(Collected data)

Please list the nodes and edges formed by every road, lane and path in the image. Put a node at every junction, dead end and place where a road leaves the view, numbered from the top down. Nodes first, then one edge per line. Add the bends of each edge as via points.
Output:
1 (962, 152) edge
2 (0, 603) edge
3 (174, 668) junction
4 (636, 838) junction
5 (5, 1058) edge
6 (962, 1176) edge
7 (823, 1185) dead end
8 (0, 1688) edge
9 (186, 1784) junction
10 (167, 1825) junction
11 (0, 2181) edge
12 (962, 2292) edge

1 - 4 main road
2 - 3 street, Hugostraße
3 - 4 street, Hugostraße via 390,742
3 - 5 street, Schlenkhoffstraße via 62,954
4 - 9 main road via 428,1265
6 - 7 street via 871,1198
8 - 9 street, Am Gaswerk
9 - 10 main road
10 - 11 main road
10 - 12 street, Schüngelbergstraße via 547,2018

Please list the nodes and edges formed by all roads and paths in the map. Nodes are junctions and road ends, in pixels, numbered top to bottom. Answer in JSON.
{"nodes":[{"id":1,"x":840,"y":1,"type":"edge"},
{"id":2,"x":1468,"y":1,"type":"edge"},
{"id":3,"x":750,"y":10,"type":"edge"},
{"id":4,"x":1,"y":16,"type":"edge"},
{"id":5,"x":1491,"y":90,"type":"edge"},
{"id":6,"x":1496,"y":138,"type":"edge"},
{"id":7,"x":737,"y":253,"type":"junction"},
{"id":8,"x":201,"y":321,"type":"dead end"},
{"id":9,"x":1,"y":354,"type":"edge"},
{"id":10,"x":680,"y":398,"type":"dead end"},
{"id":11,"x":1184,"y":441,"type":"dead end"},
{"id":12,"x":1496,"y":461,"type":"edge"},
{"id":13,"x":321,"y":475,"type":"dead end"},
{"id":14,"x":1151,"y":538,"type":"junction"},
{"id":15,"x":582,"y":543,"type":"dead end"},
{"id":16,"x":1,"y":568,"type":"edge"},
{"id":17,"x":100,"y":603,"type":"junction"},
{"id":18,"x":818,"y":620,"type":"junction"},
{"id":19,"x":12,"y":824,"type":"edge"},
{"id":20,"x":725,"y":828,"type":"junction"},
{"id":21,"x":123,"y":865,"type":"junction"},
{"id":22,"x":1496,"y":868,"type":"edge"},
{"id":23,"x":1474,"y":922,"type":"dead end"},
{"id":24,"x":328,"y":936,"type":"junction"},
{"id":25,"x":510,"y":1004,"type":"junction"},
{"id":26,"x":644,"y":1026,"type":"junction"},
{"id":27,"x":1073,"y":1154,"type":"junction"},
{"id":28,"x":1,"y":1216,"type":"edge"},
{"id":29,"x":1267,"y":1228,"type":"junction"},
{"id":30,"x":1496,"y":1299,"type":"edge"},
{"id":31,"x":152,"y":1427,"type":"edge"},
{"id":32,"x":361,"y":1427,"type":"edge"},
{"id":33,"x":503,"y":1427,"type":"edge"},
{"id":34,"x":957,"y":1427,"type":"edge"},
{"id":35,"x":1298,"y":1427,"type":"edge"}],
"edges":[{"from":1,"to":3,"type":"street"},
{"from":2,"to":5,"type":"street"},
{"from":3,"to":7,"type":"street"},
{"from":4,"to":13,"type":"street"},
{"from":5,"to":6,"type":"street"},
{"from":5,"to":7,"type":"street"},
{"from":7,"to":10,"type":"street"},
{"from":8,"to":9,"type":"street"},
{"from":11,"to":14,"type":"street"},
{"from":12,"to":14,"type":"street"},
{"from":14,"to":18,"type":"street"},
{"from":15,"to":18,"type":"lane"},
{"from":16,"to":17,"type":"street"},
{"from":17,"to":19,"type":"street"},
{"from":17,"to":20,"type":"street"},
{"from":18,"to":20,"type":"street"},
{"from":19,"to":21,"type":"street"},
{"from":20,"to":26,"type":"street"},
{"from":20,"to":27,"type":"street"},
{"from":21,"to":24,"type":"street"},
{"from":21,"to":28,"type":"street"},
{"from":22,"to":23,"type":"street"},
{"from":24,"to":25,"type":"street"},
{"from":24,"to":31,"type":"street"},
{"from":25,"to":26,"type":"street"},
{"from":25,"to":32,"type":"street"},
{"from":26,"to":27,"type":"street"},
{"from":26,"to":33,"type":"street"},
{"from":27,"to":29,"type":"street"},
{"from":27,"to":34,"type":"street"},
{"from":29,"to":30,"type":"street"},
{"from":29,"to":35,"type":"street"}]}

### What to work on
Would you please restate all of the entries exactly?

### Solution to this problem
Please list the nodes and edges formed by every road, lane and path in the image. Put a node at every junction, dead end and place where a road leaves the view, numbered from the top down. Nodes first, then one edge per line. Add the bends of each edge as via points.
Output:
1 (962, 152) edge
2 (0, 603) edge
3 (174, 668) junction
4 (636, 838) junction
5 (5, 1058) edge
6 (962, 1176) edge
7 (823, 1185) dead end
8 (0, 1688) edge
9 (186, 1784) junction
10 (167, 1825) junction
11 (0, 2181) edge
12 (962, 2292) edge

1 - 4 main road
2 - 3 street, Hugostraße
3 - 4 street, Hugostraße via 390,742
3 - 5 street, Schlenkhoffstraße via 62,954
4 - 9 main road via 428,1265
6 - 7 street via 871,1198
8 - 9 street, Am Gaswerk
9 - 10 main road
10 - 11 main road
10 - 12 street, Schüngelbergstraße via 547,2018

Please list the nodes and edges formed by all roads and paths in the map. Nodes are junctions and road ends, in pixels, numbered top to bottom. Answer in JSON.
{"nodes":[{"id":1,"x":840,"y":1,"type":"edge"},
{"id":2,"x":1468,"y":1,"type":"edge"},
{"id":3,"x":750,"y":10,"type":"edge"},
{"id":4,"x":1,"y":16,"type":"edge"},
{"id":5,"x":1491,"y":90,"type":"edge"},
{"id":6,"x":1496,"y":138,"type":"edge"},
{"id":7,"x":737,"y":253,"type":"junction"},
{"id":8,"x":201,"y":321,"type":"dead end"},
{"id":9,"x":1,"y":354,"type":"edge"},
{"id":10,"x":680,"y":398,"type":"dead end"},
{"id":11,"x":1184,"y":441,"type":"dead end"},
{"id":12,"x":1496,"y":461,"type":"edge"},
{"id":13,"x":321,"y":475,"type":"dead end"},
{"id":14,"x":1151,"y":538,"type":"junction"},
{"id":15,"x":582,"y":543,"type":"dead end"},
{"id":16,"x":1,"y":568,"type":"edge"},
{"id":17,"x":100,"y":603,"type":"junction"},
{"id":18,"x":818,"y":620,"type":"junction"},
{"id":19,"x":12,"y":824,"type":"edge"},
{"id":20,"x":725,"y":828,"type":"junction"},
{"id":21,"x":123,"y":865,"type":"junction"},
{"id":22,"x":1496,"y":868,"type":"edge"},
{"id":23,"x":1474,"y":922,"type":"dead end"},
{"id":24,"x":328,"y":936,"type":"junction"},
{"id":25,"x":510,"y":1004,"type":"junction"},
{"id":26,"x":644,"y":1026,"type":"junction"},
{"id":27,"x":1073,"y":1154,"type":"junction"},
{"id":28,"x":1,"y":1216,"type":"edge"},
{"id":29,"x":1267,"y":1228,"type":"junction"},
{"id":30,"x":1496,"y":1299,"type":"edge"},
{"id":31,"x":152,"y":1427,"type":"edge"},
{"id":32,"x":361,"y":1427,"type":"edge"},
{"id":33,"x":503,"y":1427,"type":"edge"},
{"id":34,"x":957,"y":1427,"type":"edge"},
{"id":35,"x":1298,"y":1427,"type":"edge"}],
"edges":[{"from":1,"to":3,"type":"street"},
{"from":2,"to":5,"type":"street"},
{"from":3,"to":7,"type":"street"},
{"from":4,"to":13,"type":"street"},
{"from":5,"to":6,"type":"street"},
{"from":5,"to":7,"type":"street"},
{"from":7,"to":10,"type":"street"},
{"from":8,"to":9,"type":"street"},
{"from":11,"to":14,"type":"street"},
{"from":12,"to":14,"type":"street"},
{"from":14,"to":18,"type":"street"},
{"from":15,"to":18,"type":"lane"},
{"from":16,"to":17,"type":"street"},
{"from":17,"to":19,"type":"street"},
{"from":17,"to":20,"type":"street"},
{"from":18,"to":20,"type":"street"},
{"from":19,"to":21,"type":"street"},
{"from":20,"to":26,"type":"street"},
{"from":20,"to":27,"type":"street"},
{"from":21,"to":24,"type":"street"},
{"from":21,"to":28,"type":"street"},
{"from":22,"to":23,"type":"street"},
{"from":24,"to":25,"type":"street"},
{"from":24,"to":31,"type":"street"},
{"from":25,"to":26,"type":"street"},
{"from":25,"to":32,"type":"street"},
{"from":26,"to":27,"type":"street"},
{"from":26,"to":33,"type":"street"},
{"from":27,"to":29,"type":"street"},
{"from":27,"to":34,"type":"street"},
{"from":29,"to":30,"type":"street"},
{"from":29,"to":35,"type":"street"}]}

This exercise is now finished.